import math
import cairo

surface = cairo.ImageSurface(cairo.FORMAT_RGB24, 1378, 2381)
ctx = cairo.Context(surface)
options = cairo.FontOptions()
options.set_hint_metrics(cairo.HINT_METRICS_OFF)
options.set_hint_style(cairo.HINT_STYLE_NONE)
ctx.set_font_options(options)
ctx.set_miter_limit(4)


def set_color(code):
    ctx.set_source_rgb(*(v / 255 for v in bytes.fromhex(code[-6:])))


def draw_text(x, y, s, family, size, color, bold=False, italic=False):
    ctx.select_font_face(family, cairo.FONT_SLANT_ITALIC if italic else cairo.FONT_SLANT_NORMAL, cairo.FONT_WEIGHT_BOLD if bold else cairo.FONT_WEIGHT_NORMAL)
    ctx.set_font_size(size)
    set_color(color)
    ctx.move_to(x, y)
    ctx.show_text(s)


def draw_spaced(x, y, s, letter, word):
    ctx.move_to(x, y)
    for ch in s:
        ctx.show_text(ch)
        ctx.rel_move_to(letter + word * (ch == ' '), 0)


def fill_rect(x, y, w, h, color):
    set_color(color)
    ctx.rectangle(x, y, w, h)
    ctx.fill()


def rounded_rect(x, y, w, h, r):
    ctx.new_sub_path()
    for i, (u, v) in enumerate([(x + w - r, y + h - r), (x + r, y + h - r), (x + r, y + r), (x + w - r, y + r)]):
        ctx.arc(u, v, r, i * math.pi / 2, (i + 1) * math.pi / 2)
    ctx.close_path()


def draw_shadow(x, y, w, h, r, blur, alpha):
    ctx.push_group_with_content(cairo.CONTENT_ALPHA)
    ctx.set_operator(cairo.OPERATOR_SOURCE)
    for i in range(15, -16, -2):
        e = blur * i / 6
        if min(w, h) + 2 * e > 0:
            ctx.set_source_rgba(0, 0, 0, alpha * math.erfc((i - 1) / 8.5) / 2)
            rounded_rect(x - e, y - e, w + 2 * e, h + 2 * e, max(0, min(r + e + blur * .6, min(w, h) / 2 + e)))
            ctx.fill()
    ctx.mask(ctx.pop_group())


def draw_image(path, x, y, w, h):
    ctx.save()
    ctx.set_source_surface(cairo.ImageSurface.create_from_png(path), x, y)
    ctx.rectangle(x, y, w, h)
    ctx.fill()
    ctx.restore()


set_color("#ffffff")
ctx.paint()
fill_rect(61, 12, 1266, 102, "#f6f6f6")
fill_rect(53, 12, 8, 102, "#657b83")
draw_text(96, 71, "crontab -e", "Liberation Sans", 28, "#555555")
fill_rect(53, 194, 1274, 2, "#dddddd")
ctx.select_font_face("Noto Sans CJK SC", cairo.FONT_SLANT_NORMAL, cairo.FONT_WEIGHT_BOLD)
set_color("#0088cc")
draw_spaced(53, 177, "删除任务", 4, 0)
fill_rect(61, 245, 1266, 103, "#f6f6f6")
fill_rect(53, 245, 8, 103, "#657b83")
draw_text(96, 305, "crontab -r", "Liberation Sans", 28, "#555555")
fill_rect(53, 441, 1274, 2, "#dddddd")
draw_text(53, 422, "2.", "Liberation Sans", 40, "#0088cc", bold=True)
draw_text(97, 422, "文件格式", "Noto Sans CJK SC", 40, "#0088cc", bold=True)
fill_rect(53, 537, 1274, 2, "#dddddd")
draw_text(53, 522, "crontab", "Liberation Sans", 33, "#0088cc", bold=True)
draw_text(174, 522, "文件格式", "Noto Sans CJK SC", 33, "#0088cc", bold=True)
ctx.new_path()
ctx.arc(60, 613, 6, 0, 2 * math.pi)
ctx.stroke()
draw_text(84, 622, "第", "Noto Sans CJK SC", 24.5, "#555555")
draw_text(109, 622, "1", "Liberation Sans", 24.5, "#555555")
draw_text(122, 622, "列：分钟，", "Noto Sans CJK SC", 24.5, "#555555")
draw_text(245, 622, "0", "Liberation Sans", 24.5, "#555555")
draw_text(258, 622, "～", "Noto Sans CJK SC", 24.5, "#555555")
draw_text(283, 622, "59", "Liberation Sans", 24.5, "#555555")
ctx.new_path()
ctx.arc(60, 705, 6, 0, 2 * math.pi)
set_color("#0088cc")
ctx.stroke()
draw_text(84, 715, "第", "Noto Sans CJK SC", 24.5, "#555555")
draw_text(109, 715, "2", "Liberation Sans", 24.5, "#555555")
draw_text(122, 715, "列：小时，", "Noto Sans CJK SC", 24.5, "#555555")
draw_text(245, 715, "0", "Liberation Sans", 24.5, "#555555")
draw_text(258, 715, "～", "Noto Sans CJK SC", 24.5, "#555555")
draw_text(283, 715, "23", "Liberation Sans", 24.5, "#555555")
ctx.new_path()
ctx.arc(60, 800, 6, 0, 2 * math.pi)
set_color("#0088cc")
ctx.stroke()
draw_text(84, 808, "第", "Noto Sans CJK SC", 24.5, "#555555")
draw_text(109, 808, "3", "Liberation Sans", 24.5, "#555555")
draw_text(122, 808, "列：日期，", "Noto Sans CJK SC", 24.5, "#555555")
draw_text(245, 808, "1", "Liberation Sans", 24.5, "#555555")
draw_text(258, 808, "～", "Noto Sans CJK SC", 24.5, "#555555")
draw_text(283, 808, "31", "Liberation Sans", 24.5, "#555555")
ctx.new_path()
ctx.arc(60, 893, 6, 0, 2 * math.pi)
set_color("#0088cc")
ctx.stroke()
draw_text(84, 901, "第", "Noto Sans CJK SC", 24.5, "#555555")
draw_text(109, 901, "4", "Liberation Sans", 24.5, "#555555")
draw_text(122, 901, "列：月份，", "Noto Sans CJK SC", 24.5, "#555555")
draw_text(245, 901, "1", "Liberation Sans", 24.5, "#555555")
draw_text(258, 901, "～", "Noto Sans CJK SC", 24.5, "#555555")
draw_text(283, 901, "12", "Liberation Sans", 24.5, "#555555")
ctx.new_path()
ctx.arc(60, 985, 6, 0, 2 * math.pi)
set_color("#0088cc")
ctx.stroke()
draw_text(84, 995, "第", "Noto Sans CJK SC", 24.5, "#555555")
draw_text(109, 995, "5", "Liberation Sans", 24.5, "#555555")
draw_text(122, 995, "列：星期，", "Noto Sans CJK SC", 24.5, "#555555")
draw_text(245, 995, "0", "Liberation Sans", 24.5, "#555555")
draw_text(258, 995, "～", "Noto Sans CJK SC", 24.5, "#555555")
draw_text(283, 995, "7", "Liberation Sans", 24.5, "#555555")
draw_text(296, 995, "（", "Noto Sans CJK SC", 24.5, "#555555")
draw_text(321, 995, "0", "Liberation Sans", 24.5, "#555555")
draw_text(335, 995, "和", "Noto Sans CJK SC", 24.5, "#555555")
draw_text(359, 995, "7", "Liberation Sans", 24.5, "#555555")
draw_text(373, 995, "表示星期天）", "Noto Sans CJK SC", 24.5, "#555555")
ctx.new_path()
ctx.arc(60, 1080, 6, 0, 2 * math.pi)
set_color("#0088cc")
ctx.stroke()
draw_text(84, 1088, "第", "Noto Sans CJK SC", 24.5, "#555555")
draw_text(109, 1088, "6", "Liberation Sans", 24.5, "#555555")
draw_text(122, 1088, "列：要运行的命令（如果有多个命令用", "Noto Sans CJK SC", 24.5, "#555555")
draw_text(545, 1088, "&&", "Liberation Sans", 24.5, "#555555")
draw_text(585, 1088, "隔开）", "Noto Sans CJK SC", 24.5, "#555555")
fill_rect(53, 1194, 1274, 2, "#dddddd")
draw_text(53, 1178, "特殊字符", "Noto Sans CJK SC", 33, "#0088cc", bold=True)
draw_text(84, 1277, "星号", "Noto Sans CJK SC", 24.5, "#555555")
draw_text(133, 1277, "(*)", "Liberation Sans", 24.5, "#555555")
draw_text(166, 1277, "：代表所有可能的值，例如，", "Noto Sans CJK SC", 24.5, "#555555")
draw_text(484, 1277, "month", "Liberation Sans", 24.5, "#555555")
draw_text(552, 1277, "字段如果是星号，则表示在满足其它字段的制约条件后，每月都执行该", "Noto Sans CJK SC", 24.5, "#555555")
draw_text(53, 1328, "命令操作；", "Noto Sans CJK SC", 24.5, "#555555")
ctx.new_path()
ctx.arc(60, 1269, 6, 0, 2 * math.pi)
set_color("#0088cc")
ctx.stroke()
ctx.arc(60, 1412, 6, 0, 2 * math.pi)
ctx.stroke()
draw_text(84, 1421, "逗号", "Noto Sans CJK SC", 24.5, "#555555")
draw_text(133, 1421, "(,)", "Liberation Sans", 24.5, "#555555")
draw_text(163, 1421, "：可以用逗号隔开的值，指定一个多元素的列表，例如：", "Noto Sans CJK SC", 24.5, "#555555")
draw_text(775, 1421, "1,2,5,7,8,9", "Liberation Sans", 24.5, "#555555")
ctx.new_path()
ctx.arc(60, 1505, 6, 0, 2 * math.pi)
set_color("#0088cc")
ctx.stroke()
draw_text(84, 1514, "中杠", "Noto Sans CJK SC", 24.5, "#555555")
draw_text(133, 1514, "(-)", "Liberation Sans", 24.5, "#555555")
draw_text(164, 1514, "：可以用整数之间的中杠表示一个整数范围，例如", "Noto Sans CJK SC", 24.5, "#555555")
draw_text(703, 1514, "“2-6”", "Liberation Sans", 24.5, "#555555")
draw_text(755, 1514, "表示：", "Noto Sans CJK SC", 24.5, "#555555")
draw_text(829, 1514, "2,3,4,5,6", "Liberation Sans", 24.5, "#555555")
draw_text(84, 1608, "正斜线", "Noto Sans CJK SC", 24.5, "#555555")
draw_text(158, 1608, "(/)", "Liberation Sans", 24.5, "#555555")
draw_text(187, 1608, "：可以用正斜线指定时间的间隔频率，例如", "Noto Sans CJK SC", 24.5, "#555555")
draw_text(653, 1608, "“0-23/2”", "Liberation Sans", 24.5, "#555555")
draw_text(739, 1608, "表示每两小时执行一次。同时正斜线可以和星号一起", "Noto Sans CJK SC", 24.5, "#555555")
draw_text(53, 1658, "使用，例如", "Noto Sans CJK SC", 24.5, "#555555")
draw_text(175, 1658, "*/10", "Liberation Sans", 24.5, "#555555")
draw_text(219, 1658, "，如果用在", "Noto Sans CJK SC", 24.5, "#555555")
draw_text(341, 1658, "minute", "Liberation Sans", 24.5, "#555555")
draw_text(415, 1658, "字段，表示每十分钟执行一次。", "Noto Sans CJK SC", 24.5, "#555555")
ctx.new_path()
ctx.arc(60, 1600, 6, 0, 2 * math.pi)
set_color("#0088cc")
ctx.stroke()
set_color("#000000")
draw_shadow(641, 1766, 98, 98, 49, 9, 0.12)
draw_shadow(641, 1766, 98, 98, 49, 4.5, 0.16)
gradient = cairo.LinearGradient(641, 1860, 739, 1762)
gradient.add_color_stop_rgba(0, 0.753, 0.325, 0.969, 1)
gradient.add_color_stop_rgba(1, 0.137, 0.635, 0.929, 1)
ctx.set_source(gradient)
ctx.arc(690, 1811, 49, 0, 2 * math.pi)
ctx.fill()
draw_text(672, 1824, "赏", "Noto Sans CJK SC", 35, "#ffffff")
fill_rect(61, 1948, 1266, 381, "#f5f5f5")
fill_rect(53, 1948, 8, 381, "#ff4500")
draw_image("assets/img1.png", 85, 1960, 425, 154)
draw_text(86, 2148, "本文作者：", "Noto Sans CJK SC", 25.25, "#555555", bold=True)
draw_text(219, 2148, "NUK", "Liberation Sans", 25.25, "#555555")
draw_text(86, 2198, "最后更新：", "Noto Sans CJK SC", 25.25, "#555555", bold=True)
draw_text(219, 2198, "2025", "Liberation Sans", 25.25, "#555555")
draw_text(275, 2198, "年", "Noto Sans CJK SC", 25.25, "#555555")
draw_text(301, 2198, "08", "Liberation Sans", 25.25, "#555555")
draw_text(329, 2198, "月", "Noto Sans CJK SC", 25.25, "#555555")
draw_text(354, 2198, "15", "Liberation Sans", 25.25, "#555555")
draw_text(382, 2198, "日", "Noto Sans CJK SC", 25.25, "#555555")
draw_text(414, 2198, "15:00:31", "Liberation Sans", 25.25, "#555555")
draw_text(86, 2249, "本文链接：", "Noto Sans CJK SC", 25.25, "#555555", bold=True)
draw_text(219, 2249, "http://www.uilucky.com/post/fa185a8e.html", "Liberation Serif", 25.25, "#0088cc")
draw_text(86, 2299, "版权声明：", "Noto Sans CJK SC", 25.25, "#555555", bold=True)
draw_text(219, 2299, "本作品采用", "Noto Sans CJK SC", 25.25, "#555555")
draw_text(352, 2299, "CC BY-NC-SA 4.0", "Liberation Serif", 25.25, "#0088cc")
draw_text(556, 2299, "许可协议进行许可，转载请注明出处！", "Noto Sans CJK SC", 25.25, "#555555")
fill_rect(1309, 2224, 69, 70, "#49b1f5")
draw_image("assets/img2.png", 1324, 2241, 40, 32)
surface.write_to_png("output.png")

--

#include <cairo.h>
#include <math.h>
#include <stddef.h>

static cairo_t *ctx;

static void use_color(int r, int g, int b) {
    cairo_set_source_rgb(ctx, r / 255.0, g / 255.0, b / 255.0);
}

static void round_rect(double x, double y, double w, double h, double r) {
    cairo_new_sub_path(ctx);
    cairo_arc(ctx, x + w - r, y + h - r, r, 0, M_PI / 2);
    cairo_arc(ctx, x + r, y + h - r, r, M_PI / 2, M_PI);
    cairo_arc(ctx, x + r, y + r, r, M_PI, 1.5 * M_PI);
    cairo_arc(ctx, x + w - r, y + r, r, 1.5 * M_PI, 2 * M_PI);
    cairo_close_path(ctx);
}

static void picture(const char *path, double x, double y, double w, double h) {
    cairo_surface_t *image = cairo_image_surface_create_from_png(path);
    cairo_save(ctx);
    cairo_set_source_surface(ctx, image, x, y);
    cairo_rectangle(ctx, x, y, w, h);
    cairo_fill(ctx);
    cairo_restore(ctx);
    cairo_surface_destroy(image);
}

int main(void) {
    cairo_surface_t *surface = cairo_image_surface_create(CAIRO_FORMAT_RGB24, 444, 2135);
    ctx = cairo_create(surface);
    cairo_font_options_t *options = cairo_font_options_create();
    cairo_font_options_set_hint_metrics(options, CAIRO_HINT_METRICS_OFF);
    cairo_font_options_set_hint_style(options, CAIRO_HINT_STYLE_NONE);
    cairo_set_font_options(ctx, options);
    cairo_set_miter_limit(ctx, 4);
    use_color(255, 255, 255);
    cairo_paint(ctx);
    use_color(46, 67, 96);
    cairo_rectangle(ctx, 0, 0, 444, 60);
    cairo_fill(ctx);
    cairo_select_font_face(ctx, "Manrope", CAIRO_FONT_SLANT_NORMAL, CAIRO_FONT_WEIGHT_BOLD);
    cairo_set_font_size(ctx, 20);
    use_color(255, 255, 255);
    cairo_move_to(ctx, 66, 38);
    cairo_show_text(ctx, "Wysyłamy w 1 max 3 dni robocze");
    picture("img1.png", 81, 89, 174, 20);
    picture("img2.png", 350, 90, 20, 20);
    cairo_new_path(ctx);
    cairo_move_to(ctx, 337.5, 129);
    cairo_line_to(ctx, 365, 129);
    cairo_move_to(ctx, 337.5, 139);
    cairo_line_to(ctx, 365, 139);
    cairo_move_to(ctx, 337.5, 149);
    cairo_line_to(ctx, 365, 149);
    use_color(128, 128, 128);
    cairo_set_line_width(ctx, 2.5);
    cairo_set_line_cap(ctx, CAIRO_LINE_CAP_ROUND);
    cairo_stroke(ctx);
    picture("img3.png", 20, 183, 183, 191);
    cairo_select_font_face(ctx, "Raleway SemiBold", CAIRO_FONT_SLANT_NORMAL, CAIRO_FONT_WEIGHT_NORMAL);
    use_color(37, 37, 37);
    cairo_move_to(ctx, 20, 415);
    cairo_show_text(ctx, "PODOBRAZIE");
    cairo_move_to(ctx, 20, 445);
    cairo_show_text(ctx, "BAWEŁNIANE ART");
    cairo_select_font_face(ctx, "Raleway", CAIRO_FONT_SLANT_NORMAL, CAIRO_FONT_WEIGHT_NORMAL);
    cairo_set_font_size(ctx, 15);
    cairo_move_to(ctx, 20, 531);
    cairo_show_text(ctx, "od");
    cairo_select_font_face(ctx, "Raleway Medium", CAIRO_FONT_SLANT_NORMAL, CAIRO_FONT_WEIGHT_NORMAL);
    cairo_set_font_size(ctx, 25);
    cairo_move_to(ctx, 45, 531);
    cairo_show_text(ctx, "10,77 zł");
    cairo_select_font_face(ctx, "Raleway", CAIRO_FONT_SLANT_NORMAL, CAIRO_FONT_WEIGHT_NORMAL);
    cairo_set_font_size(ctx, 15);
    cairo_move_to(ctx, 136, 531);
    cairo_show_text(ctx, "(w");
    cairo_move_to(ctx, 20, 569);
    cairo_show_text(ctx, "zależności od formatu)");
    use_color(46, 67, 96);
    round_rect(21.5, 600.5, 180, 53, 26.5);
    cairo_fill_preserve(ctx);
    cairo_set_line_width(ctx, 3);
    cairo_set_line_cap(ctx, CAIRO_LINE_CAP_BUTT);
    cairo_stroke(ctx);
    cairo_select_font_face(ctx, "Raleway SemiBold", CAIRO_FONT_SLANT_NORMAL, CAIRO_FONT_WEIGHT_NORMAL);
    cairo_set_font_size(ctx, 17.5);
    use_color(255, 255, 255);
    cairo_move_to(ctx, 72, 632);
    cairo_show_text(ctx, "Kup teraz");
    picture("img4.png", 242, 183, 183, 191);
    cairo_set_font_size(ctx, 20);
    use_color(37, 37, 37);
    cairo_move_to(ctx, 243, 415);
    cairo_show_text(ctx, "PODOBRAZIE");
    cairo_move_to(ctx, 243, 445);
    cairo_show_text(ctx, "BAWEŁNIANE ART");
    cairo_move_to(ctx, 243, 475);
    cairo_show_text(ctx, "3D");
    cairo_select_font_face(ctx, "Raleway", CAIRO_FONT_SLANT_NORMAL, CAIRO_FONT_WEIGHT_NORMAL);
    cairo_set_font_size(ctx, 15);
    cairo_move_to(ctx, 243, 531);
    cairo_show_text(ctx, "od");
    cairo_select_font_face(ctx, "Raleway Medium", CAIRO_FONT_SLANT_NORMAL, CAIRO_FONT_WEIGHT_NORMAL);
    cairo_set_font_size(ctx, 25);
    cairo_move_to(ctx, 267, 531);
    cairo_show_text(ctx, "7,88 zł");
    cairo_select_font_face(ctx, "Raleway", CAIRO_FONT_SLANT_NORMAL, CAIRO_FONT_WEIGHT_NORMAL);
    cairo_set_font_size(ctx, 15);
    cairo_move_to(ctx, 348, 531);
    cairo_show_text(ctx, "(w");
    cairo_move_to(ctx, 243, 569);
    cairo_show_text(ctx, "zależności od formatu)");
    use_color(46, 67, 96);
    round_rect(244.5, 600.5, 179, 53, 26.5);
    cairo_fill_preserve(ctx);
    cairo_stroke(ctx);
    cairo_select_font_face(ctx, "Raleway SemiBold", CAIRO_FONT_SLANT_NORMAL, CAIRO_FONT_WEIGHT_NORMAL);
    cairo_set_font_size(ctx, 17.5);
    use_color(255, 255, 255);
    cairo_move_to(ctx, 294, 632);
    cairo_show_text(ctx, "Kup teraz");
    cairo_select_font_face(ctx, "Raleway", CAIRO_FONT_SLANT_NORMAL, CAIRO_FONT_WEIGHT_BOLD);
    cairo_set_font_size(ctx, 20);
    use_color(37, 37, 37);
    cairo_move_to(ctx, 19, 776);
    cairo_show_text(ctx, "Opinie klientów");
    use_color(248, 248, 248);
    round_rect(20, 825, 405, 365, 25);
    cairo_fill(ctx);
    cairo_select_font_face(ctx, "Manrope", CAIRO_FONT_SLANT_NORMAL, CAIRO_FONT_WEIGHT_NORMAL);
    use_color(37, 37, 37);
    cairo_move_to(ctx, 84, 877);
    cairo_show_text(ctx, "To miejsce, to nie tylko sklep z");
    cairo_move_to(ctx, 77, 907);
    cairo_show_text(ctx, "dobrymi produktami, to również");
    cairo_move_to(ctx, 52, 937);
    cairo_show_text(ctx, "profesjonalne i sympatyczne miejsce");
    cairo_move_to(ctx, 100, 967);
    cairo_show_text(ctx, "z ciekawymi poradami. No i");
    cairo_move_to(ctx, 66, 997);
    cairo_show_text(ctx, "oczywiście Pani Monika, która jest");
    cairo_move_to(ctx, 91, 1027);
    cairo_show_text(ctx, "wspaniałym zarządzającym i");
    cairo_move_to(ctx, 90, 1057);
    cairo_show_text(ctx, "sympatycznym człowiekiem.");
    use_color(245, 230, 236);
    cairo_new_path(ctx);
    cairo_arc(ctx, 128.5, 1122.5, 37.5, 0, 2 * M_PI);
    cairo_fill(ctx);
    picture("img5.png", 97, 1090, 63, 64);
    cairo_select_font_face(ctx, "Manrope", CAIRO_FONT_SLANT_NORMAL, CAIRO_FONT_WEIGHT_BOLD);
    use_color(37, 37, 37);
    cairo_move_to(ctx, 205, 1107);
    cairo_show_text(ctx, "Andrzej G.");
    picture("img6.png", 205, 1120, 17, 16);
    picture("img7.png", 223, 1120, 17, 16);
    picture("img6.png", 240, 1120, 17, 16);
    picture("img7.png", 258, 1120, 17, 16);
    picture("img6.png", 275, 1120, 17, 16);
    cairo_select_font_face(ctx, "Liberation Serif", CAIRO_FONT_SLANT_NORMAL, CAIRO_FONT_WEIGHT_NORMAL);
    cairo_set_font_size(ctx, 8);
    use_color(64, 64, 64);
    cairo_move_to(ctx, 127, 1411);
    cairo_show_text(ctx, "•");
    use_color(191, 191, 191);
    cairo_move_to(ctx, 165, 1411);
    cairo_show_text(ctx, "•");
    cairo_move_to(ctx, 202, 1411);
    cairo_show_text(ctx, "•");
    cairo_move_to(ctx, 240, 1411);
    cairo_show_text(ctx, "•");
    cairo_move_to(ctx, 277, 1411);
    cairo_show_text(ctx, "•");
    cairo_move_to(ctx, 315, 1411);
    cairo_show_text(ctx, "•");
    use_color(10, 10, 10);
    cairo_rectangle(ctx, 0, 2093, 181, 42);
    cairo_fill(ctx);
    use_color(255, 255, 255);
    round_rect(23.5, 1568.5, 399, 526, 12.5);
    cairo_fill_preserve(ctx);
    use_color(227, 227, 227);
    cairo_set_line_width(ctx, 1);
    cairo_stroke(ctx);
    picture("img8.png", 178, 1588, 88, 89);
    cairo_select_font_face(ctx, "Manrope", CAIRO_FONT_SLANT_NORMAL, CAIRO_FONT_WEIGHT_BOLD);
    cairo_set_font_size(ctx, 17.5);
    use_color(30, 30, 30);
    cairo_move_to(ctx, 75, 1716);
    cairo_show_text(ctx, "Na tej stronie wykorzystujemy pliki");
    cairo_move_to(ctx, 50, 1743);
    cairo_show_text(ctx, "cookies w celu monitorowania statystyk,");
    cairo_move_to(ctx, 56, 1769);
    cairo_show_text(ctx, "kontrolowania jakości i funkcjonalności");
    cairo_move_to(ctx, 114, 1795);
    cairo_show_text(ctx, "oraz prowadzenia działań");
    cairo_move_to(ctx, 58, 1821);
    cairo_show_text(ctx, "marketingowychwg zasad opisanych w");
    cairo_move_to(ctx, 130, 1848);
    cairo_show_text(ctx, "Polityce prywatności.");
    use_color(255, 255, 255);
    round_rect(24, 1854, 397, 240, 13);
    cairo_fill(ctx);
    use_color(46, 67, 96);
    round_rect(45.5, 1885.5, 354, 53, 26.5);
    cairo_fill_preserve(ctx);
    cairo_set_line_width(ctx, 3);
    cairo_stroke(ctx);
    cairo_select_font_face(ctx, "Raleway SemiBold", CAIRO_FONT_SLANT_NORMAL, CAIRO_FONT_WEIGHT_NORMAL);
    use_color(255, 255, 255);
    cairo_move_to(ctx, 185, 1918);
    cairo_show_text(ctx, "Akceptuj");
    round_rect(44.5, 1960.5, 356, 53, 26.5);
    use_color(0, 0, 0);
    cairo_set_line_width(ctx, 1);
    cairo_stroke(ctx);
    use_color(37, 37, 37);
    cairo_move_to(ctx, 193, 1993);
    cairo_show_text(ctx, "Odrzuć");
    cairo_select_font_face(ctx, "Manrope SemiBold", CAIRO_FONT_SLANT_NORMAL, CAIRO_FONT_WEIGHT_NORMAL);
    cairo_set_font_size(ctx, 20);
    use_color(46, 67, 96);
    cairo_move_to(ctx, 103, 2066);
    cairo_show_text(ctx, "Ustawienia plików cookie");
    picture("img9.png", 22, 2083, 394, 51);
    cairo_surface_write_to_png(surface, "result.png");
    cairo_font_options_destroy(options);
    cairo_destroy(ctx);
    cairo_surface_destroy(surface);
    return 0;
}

Problem requirements:
Take exactly the lines from the one containing "cairo_arc(ctx, x + r, y + r, r, M_PI, 1.5" through the one containing "cairo_set_miter_limit(ctx, 4);" in the data above, and output them with nothing added.

Result of the exercise:
    cairo_arc(ctx, x + r, y + r, r, M_PI, 1.5 * M_PI);
    cairo_arc(ctx, x + w - r, y + r, r, 1.5 * M_PI, 2 * M_PI);
    cairo_close_path(ctx);
}

static void picture(const char *path, double x, double y, double w, double h) {
    cairo_surface_t *image = cairo_image_surface_create_from_png(path);
    cairo_save(ctx);
    cairo_set_source_surface(ctx, image, x, y);
    cairo_rectangle(ctx, x, y, w, h);
    cairo_fill(ctx);
    cairo_restore(ctx);
    cairo_surface_destroy(image);
}

int main(void) {
    cairo_surface_t *surface = cairo_image_surface_create(CAIRO_FORMAT_RGB24, 444, 2135);
    ctx = cairo_create(surface);
    cairo_font_options_t *options = cairo_font_options_create();
    cairo_font_options_set_hint_metrics(options, CAIRO_HINT_METRICS_OFF);
    cairo_font_options_set_hint_style(options, CAIRO_HINT_STYLE_NONE);
    cairo_set_font_options(ctx, options);
    cairo_set_miter_limit(ctx, 4);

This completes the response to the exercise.